Given information >>

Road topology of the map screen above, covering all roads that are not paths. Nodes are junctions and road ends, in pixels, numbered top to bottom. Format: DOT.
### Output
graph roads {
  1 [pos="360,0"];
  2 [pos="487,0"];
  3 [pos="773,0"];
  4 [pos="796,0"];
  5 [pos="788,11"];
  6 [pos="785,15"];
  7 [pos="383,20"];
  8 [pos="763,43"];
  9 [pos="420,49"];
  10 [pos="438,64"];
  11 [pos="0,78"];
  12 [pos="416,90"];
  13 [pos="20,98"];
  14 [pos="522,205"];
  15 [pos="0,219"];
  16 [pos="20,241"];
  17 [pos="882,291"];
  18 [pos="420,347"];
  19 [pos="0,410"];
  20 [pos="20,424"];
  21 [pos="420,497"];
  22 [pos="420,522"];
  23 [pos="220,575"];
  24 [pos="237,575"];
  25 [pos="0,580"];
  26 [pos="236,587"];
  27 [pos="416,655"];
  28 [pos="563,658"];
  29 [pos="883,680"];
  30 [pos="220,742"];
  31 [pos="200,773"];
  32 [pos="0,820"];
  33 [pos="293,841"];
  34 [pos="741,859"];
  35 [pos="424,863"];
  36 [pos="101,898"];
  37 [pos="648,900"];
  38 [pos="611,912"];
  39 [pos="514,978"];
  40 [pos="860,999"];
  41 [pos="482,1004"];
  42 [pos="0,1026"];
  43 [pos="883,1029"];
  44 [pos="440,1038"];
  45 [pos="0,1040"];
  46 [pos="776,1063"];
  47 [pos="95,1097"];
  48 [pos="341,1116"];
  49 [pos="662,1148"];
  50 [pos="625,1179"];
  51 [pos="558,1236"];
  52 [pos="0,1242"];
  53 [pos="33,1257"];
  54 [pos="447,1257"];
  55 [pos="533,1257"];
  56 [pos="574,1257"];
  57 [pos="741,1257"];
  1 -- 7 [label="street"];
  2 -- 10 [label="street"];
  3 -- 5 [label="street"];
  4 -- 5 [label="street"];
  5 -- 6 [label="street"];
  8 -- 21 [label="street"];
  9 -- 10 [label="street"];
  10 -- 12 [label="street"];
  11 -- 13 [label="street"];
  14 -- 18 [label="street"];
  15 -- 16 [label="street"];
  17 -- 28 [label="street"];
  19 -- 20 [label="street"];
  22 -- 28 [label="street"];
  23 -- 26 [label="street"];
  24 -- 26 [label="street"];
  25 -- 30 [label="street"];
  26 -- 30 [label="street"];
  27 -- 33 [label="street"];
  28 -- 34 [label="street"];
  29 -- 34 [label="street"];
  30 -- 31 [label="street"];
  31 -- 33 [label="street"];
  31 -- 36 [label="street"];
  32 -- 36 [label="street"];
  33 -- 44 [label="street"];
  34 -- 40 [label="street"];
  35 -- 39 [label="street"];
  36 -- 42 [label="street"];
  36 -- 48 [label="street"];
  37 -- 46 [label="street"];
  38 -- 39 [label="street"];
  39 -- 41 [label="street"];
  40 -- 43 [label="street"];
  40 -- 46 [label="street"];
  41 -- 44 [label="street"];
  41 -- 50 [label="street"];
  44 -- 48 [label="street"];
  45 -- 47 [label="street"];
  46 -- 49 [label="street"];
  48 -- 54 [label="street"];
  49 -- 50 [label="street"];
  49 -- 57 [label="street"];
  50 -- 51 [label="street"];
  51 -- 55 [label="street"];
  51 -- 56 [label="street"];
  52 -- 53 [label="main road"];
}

Task item >>
A word-for-word transcription of the material is required.

Expected answer >>
Road topology of the map screen above, covering all roads that are not paths. Nodes are junctions and road ends, in pixels, numbered top to bottom. Format: DOT.
### Output
graph roads {
  1 [pos="360,0"];
  2 [pos="487,0"];
  3 [pos="773,0"];
  4 [pos="796,0"];
  5 [pos="788,11"];
  6 [pos="785,15"];
  7 [pos="383,20"];
  8 [pos="763,43"];
  9 [pos="420,49"];
  10 [pos="438,64"];
  11 [pos="0,78"];
  12 [pos="416,90"];
  13 [pos="20,98"];
  14 [pos="522,205"];
  15 [pos="0,219"];
  16 [pos="20,241"];
  17 [pos="882,291"];
  18 [pos="420,347"];
  19 [pos="0,410"];
  20 [pos="20,424"];
  21 [pos="420,497"];
  22 [pos="420,522"];
  23 [pos="220,575"];
  24 [pos="237,575"];
  25 [pos="0,580"];
  26 [pos="236,587"];
  27 [pos="416,655"];
  28 [pos="563,658"];
  29 [pos="883,680"];
  30 [pos="220,742"];
  31 [pos="200,773"];
  32 [pos="0,820"];
  33 [pos="293,841"];
  34 [pos="741,859"];
  35 [pos="424,863"];
  36 [pos="101,898"];
  37 [pos="648,900"];
  38 [pos="611,912"];
  39 [pos="514,978"];
  40 [pos="860,999"];
  41 [pos="482,1004"];
  42 [pos="0,1026"];
  43 [pos="883,1029"];
  44 [pos="440,1038"];
  45 [pos="0,1040"];
  46 [pos="776,1063"];
  47 [pos="95,1097"];
  48 [pos="341,1116"];
  49 [pos="662,1148"];
  50 [pos="625,1179"];
  51 [pos="558,1236"];
  52 [pos="0,1242"];
  53 [pos="33,1257"];
  54 [pos="447,1257"];
  55 [pos="533,1257"];
  56 [pos="574,1257"];
  57 [pos="741,1257"];
  1 -- 7 [label="street"];
  2 -- 10 [label="street"];
  3 -- 5 [label="street"];
  4 -- 5 [label="street"];
  5 -- 6 [label="street"];
  8 -- 21 [label="street"];
  9 -- 10 [label="street"];
  10 -- 12 [label="street"];
  11 -- 13 [label="street"];
  14 -- 18 [label="street"];
  15 -- 16 [label="street"];
  17 -- 28 [label="street"];
  19 -- 20 [label="street"];
  22 -- 28 [label="street"];
  23 -- 26 [label="street"];
  24 -- 26 [label="street"];
  25 -- 30 [label="street"];
  26 -- 30 [label="street"];
  27 -- 33 [label="street"];
  28 -- 34 [label="street"];
  29 -- 34 [label="street"];
  30 -- 31 [label="street"];
  31 -- 33 [label="street"];
  31 -- 36 [label="street"];
  32 -- 36 [label="street"];
  33 -- 44 [label="street"];
  34 -- 40 [label="street"];
  35 -- 39 [label="street"];
  36 -- 42 [label="street"];
  36 -- 48 [label="street"];
  37 -- 46 [label="street"];
  38 -- 39 [label="street"];
  39 -- 41 [label="street"];
  40 -- 43 [label="street"];
  40 -- 46 [label="street"];
  41 -- 44 [label="street"];
  41 -- 50 [label="street"];
  44 -- 48 [label="street"];
  45 -- 47 [label="street"];
  46 -- 49 [label="street"];
  48 -- 54 [label="street"];
  49 -- 50 [label="street"];
  49 -- 57 [label="street"];
  50 -- 51 [label="street"];
  51 -- 55 [label="street"];
  51 -- 56 [label="street"];
  52 -- 53 [label="main road"];
}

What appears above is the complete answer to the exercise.